Even mortality rates see Indigenous Australians dying a full 10 years earlier than their non-Indigenous counterparts, and they are far less likely to graduate from year 12 schooling. Clearly, something must be done to improve the lives of Indigenous people in light of these statistics.
Although many solutions have been floated, in the United States, and to a lesser degree in countries like Canada and Australia, it is the concept of defunding the police that has soared to popularity.
There are few who would argue that the funding required for police agencies and criminal justice systems should continue to grow while funding for the social programs needed in society does not.
However, the suggestion that by removing funding from one group, police – that provides safety and security to society – would provide funding for another group, social services, that can do much of the same, is short-sighted.
This thinking is unhelpful in the grand scheme of things. Few police would disagree that there needs to be more funding for social service programs. In fact, most police officers would argue that their workload has grown over the decades, in part because there are not enough social service providers – and those that Australia has are under-resourced – to provide the services they need and would agree strongly with calls to fund these programs.
Mental health needs in the Australian community have exploded since the deinstitutionalisation of mental health care in the early 90s, and with limited community resources it means the police often pick up the slack in this area. This can, and should, be remedied without limiting the resources of police.
Ultimately, Australians can call on their government to provide greater levels of social service funding without presenting it as a choice between money for police, defence, or anything else for that matter, and these programs.
The truth is, a great deal of police funding goes to meeting social needs that would not even be the responsibility of the police if the social service agencies providing mental health and addictions had adequate resources themselves.
Too many Australians in the criminal justice system are battling addiction, mental illness, or both, and it is clear that more services are needed to tackle these issues directly. A person suffering addiction might be compelled by their need for a substance that they commit multiple criminal offences every day to satisfy it, and yet in Australia drug addiction treatment can take months for ordinary people to access.
Implementing services to deal with addiction and mental illness would certainly impact the demand for police resources and resulting issues high police activity can have on the community. But the suggestion that the government can only afford to fund one or the other will not solve the problems with Australia’s criminal justice system, nor the problems it will surely face in the future.
Clearly, there needs to be change.
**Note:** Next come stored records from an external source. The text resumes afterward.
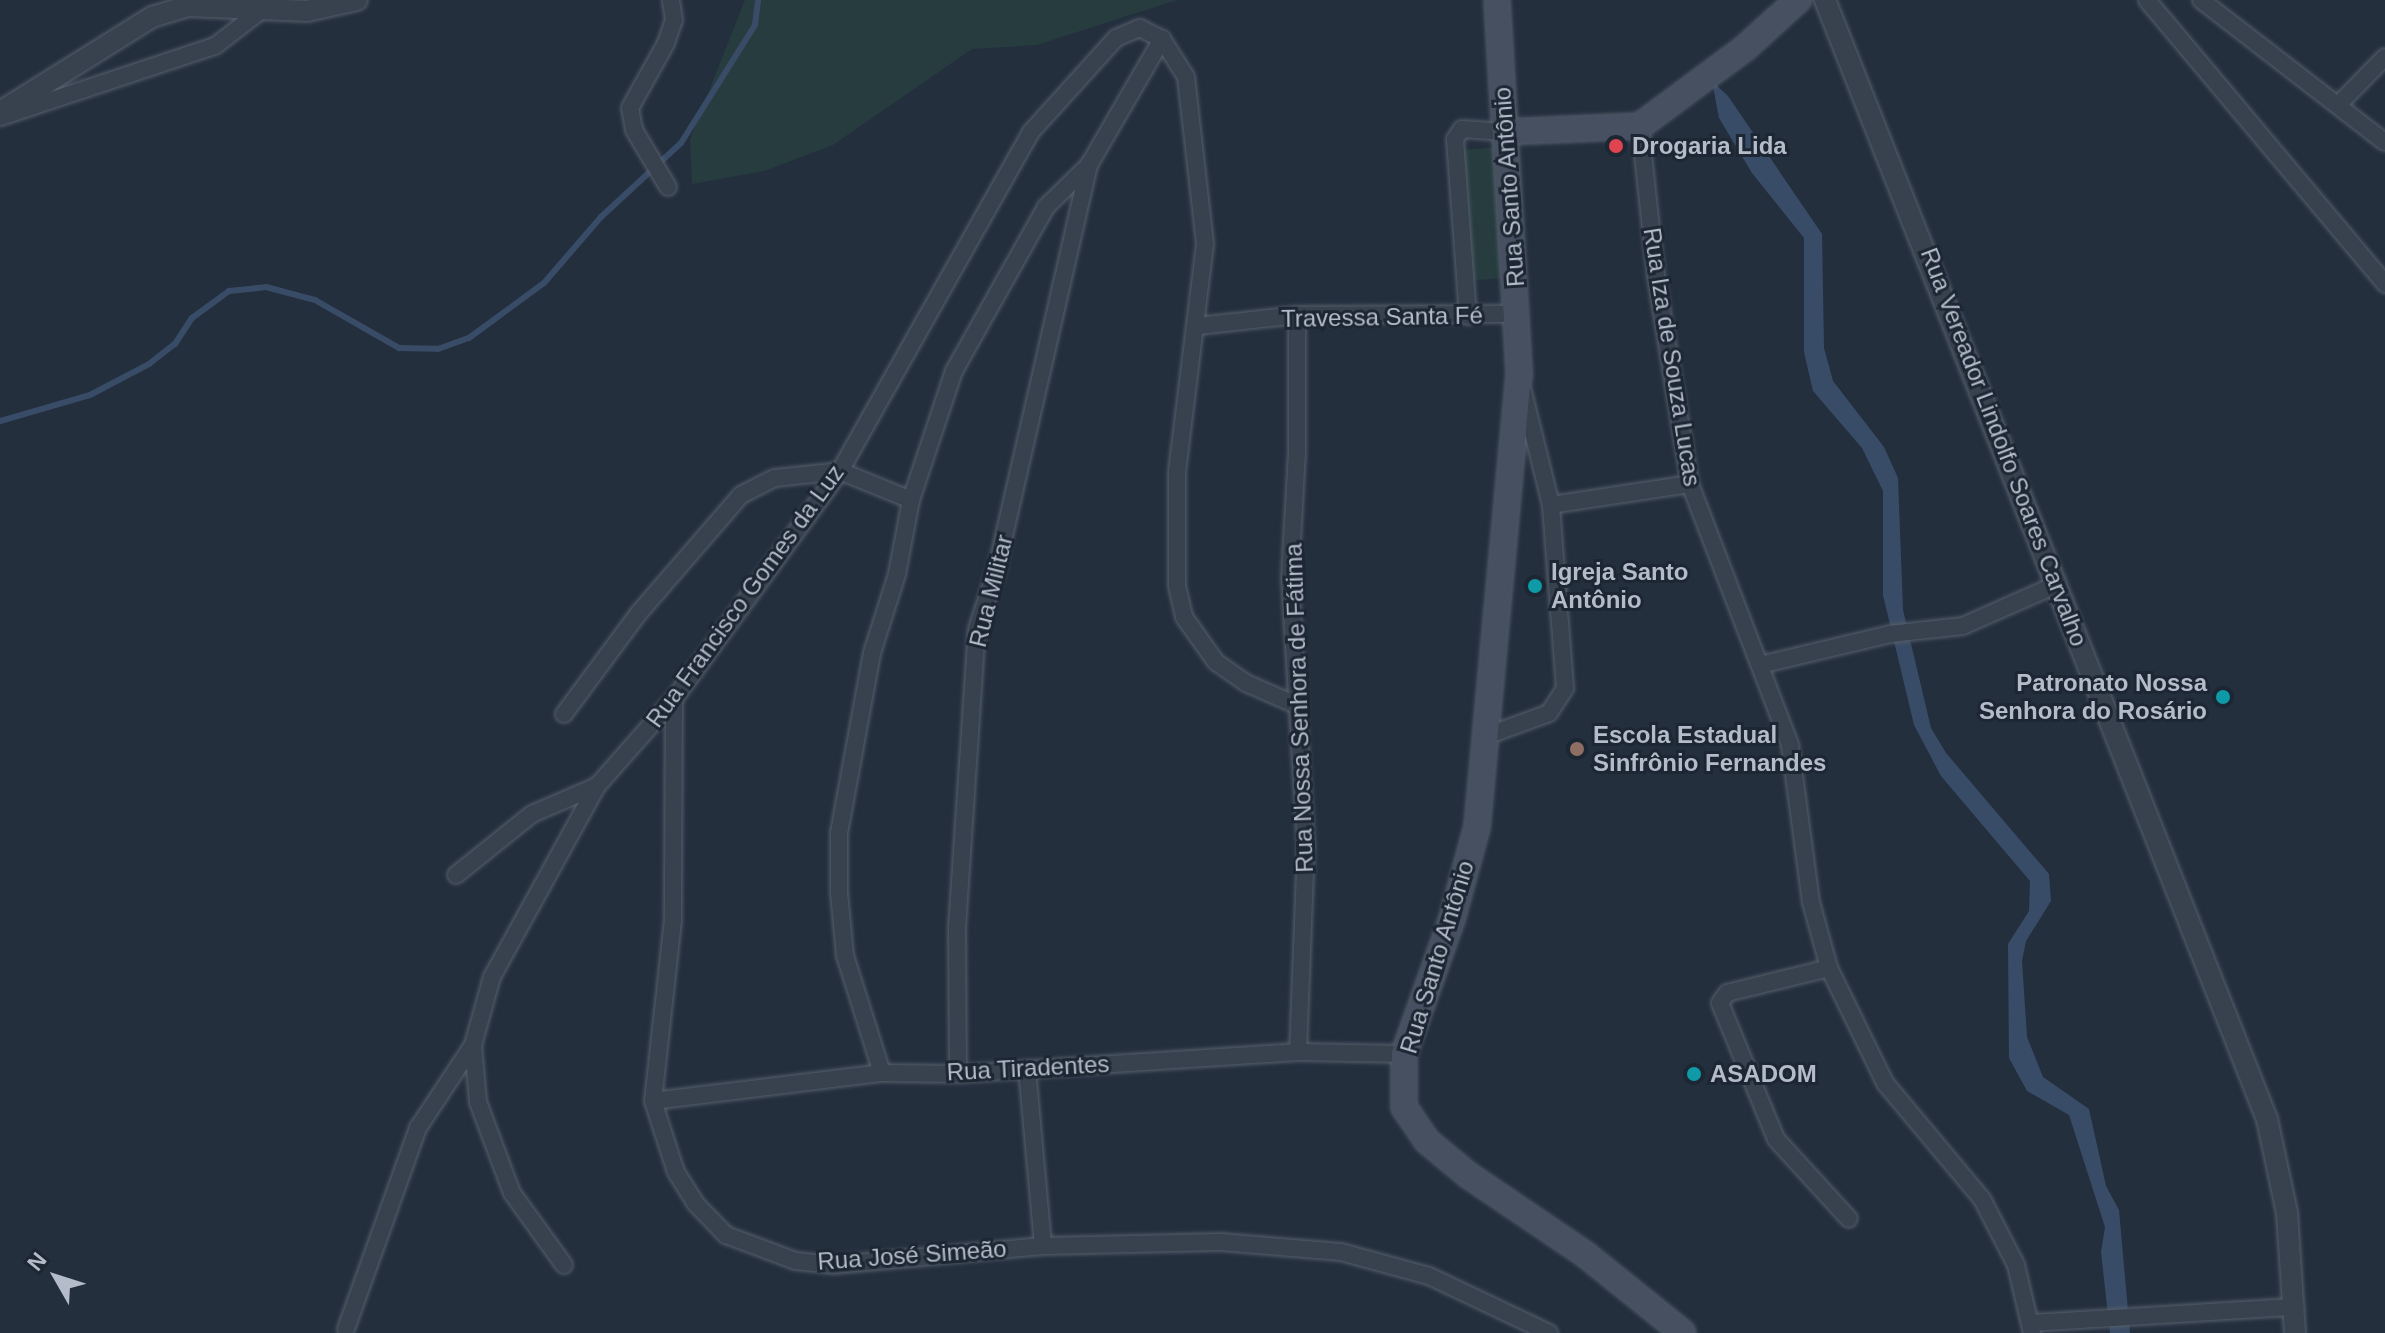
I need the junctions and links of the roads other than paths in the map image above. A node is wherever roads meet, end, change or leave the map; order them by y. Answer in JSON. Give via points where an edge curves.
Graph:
{"nodes":[{"id":1,"x":357,"y":0,"type":"edge"},
{"id":2,"x":671,"y":0,"type":"edge"},
{"id":3,"x":1497,"y":0,"type":"edge"},
{"id":4,"x":1798,"y":0,"type":"edge"},
{"id":5,"x":1825,"y":0,"type":"edge"},
{"id":6,"x":2147,"y":0,"type":"edge"},
{"id":7,"x":2201,"y":0,"type":"edge"},
{"id":8,"x":217,"y":2,"type":"edge"},
{"id":9,"x":183,"y":3,"type":"edge"},
{"id":10,"x":306,"y":5,"type":"edge"},
{"id":11,"x":263,"y":9,"type":"junction"},
{"id":12,"x":1162,"y":39,"type":"junction"},
{"id":13,"x":2385,"y":57,"type":"edge"},
{"id":14,"x":2340,"y":103,"type":"junction"},
{"id":15,"x":0,"y":115,"type":"edge"},
{"id":16,"x":1640,"y":126,"type":"junction"},
{"id":17,"x":1505,"y":132,"type":"junction"},
{"id":18,"x":2385,"y":142,"type":"edge"},
{"id":19,"x":1089,"y":165,"type":"junction"},
{"id":20,"x":664,"y":180,"type":"dead end"},
{"id":21,"x":2385,"y":284,"type":"edge"},
{"id":22,"x":1518,"y":314,"type":"junction"},
{"id":23,"x":1297,"y":315,"type":"junction"},
{"id":24,"x":1468,"y":316,"type":"junction"},
{"id":25,"x":1198,"y":326,"type":"junction"},
{"id":26,"x":1519,"y":375,"type":"junction"},
{"id":27,"x":840,"y":471,"type":"junction"},
{"id":28,"x":1690,"y":484,"type":"junction"},
{"id":29,"x":911,"y":500,"type":"junction"},
{"id":30,"x":1551,"y":505,"type":"junction"},
{"id":31,"x":2058,"y":584,"type":"junction"},
{"id":32,"x":1760,"y":665,"type":"junction"},
{"id":33,"x":674,"y":699,"type":"junction"},
{"id":34,"x":1294,"y":704,"type":"junction"},
{"id":35,"x":564,"y":714,"type":"dead end"},
{"id":36,"x":1489,"y":735,"type":"junction"},
{"id":37,"x":597,"y":786,"type":"junction"},
{"id":38,"x":456,"y":875,"type":"dead end"},
{"id":39,"x":1829,"y":968,"type":"junction"},
{"id":40,"x":473,"y":1045,"type":"junction"},
{"id":41,"x":1298,"y":1052,"type":"junction"},
{"id":42,"x":1404,"y":1054,"type":"junction"},
{"id":43,"x":1027,"y":1069,"type":"junction"},
{"id":44,"x":882,"y":1073,"type":"junction"},
{"id":45,"x":958,"y":1074,"type":"junction"},
{"id":46,"x":653,"y":1101,"type":"junction"},
{"id":47,"x":1849,"y":1219,"type":"dead end"},
{"id":48,"x":1043,"y":1246,"type":"junction"},
{"id":49,"x":564,"y":1265,"type":"dead end"},
{"id":50,"x":2296,"y":1307,"type":"junction"},
{"id":51,"x":2032,"y":1328,"type":"edge"},
{"id":52,"x":346,"y":1329,"type":"dead end"},
{"id":53,"x":1549,"y":1333,"type":"edge"},
{"id":54,"x":1683,"y":1333,"type":"edge"},
{"id":55,"x":2295,"y":1333,"type":"edge"}],
"edges":[{"from":1,"to":10,"type":"street"},
{"from":2,"to":20,"type":"street","via":[[674,20],[666,43],[630,108],[634,130]]},
{"from":3,"to":17,"type":"main road","name":"Rua Santo Antônio"},
{"from":4,"to":16,"type":"main road","via":[[1734,57]]},
{"from":5,"to":31,"type":"street","name":"Rua Vereador Lindolfo Soares Carvalho"},
{"from":6,"to":21,"type":"street"},
{"from":7,"to":14,"type":"street"},
{"from":8,"to":9,"type":"street"},
{"from":8,"to":11,"type":"street"},
{"from":9,"to":15,"type":"street","via":[[111,39]]},
{"from":10,"to":11,"type":"street"},
{"from":11,"to":15,"type":"street","via":[[215,46]]},
{"from":12,"to":19,"type":"street"},
{"from":12,"to":25,"type":"street","via":[[1186,77],[1196,131],[1205,244]]},
{"from":12,"to":27,"type":"street","name":"Rua Francisco Gomes da Luz","via":[[1140,28],[1116,38],[1031,132]]},
{"from":13,"to":14,"type":"street"},
{"from":14,"to":18,"type":"street"},
{"from":16,"to":17,"type":"main road"},
{"from":16,"to":28,"type":"street","name":"Rua Iza de Souza Lucas","via":[[1656,276]]},
{"from":17,"to":22,"type":"main road","name":"Rua Santo Antônio"},
{"from":17,"to":24,"type":"street","via":[[1462,129],[1455,139]]},
{"from":19,"to":29,"type":"street","via":[[1046,207],[998,285],[954,371]]},
{"from":19,"to":45,"type":"street","name":"Rua Militar","via":[[996,571],[977,629],[957,928]]},
{"from":22,"to":24,"type":"street","name":"Travessa Santa Fé"},
{"from":22,"to":26,"type":"main road","name":"Rua Santo Antônio"},
{"from":23,"to":24,"type":"street","name":"Travessa Santa Fé"},
{"from":23,"to":25,"type":"street","name":"Travessa Santa Fé"},
{"from":23,"to":34,"type":"street","name":"Rua Nossa Senhora de Fátima","via":[[1290,578]]},
{"from":25,"to":34,"type":"street","via":[[1177,473],[1177,586],[1184,617],[1216,662],[1246,683]]},
{"from":26,"to":30,"type":"street","name":"Rua Santo Antônio"},
{"from":26,"to":36,"type":"main road","name":"Rua Santo Antônio"},
{"from":27,"to":29,"type":"street"},
{"from":27,"to":33,"type":"street","name":"Rua Francisco Gomes da Luz"},
{"from":27,"to":35,"type":"street","via":[[775,478],[741,495],[638,614]]},
{"from":28,"to":30,"type":"street"},
{"from":28,"to":32,"type":"street","name":"Rua Iza de Souza Lucas"},
{"from":29,"to":44,"type":"street","via":[[897,574],[872,653],[839,833],[845,956]]},
{"from":30,"to":36,"type":"street","name":"Rua Santo Antônio","via":[[1565,688],[1549,713]]},
{"from":31,"to":32,"type":"street","via":[[1985,620],[1890,634]]},
{"from":31,"to":50,"type":"street","name":"Rua Vereador Lindolfo Soares Carvalho","via":[[2267,1119],[2287,1213]]},
{"from":32,"to":39,"type":"street","name":"Rua Iza de Souza Lucas","via":[[1790,745],[1811,902]]},
{"from":33,"to":37,"type":"street","name":"Rua Francisco Gomes da Luz"},
{"from":33,"to":46,"type":"street","name":"Rua José Simeão","via":[[673,920]]},
{"from":34,"to":41,"type":"street","name":"Rua Nossa Senhora de Fátima","via":[[1306,845]]},
{"from":36,"to":42,"type":"main road","name":"Rua Santo Antônio","via":[[1477,827],[1452,919]]},
{"from":37,"to":38,"type":"street","via":[[532,814]]},
{"from":37,"to":40,"type":"street","name":"Rua Francisco Gomes da Luz","via":[[492,977]]},
{"from":39,"to":47,"type":"street","via":[[1727,993],[1720,1003],[1776,1139]]},
{"from":39,"to":51,"type":"street","name":"Rua Iza de Souza Lucas","via":[[1885,1083],[1982,1199],[2016,1265]]},
{"from":40,"to":49,"type":"street","name":"Rua Francisco Gomes da Luz","via":[[478,1102],[512,1193]]},
{"from":40,"to":52,"type":"street","via":[[418,1128]]},
{"from":41,"to":42,"type":"street","name":"Rua Tiradentes"},
{"from":41,"to":43,"type":"street","name":"Rua Tiradentes"},
{"from":42,"to":54,"type":"main road","name":"Rua Santo Antônio","via":[[1404,1107],[1427,1141]]},
{"from":43,"to":45,"type":"street","name":"Rua Tiradentes"},
{"from":43,"to":48,"type":"street"},
{"from":44,"to":45,"type":"street","name":"Rua Tiradentes"},
{"from":44,"to":46,"type":"street","name":"Rua Tiradentes"},
{"from":46,"to":48,"type":"street","name":"Rua José Simeão","via":[[676,1172],[695,1203],[726,1235],[754,1249],[834,1265]]},
{"from":48,"to":53,"type":"street","name":"Rua José Simeão","via":[[1221,1242],[1341,1252],[1429,1276]]},
{"from":50,"to":51,"type":"street","via":[[2097,1315]]},
{"from":50,"to":55,"type":"street","name":"Rua Vereador Lindolfo Soares Carvalho"}]}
There are many organisations and resources designed specifically to tackle many of the community problems that Australian police are currently being incorrectly employed to deal with. But it has not been the choice of the police to take on these responsibilities, rather they were asked to take on these tasks by governments that simply must reconsider their policies.
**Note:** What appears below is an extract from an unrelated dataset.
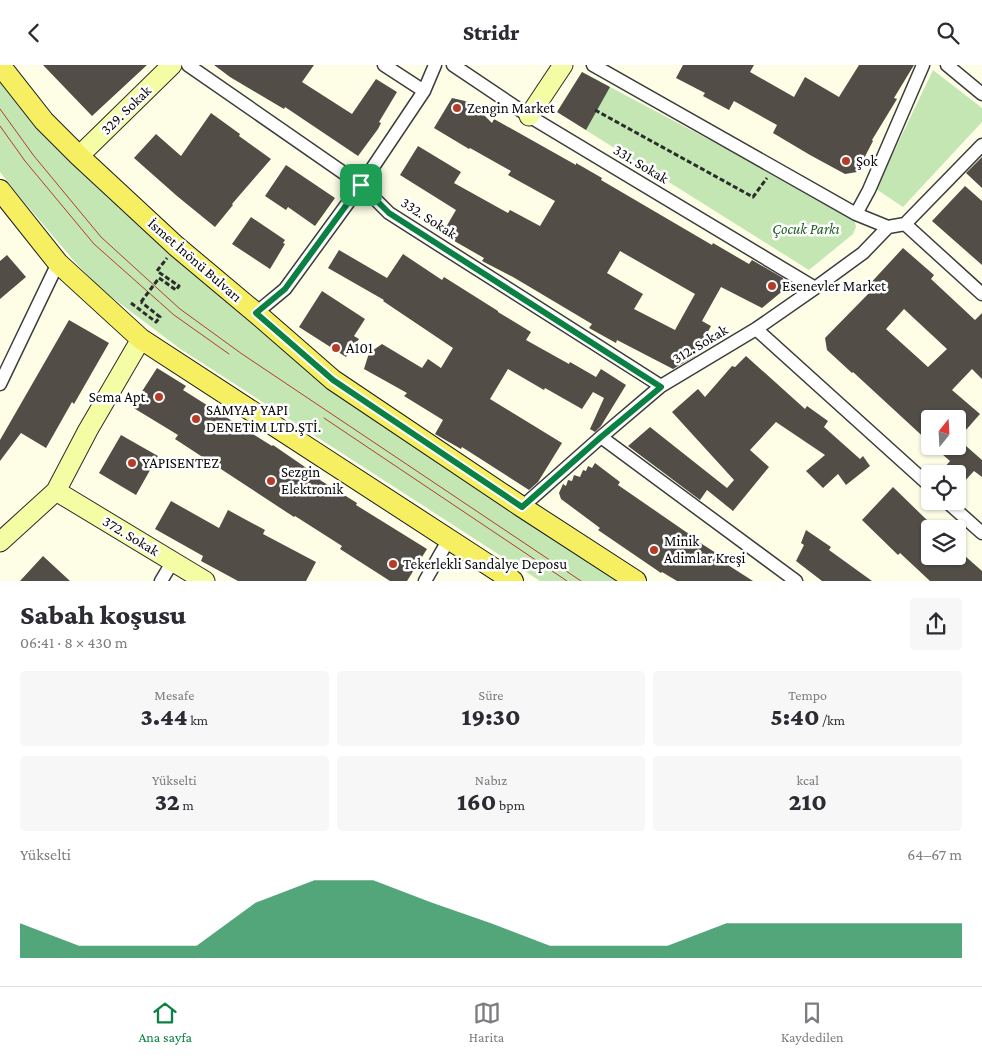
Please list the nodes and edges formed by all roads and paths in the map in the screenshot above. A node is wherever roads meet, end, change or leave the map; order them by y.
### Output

Instead of playing off two valuable resources against each other, in social services and policing, Australians should call on their governments to commit to a full needs analysis, and reconsider how they fund the community services the country desperately needs.
Ultimately, cuts and the failure to provide funds for social service and health providers have resulted in police becoming the default response to societal problems for which they are unprepared. Only a full revamp of Australia’s social services system could achieve a fix for this tricky issue, not a simple three-word slogan.
This will demand that governments do the research such a complex problem needs, and provide a level of funding for dealing with social issues like addictions and mental health. If this happens, those most often impacted by poor police behaviour will be thankful, and so will the agencies that are keeping all Australians safer, including the police.
If, in the end, increased social service funding results in a change of demand for police resources, as one might expect, then policymakers should have the discussion about what police funding should look like.
But without looking first to the funding of social services, defunding the police is simply not a solution to the deep-seated problems with community health and wellbeing that have caused many of law enforcement’s problems, and certainly will not result immediately in safer communities.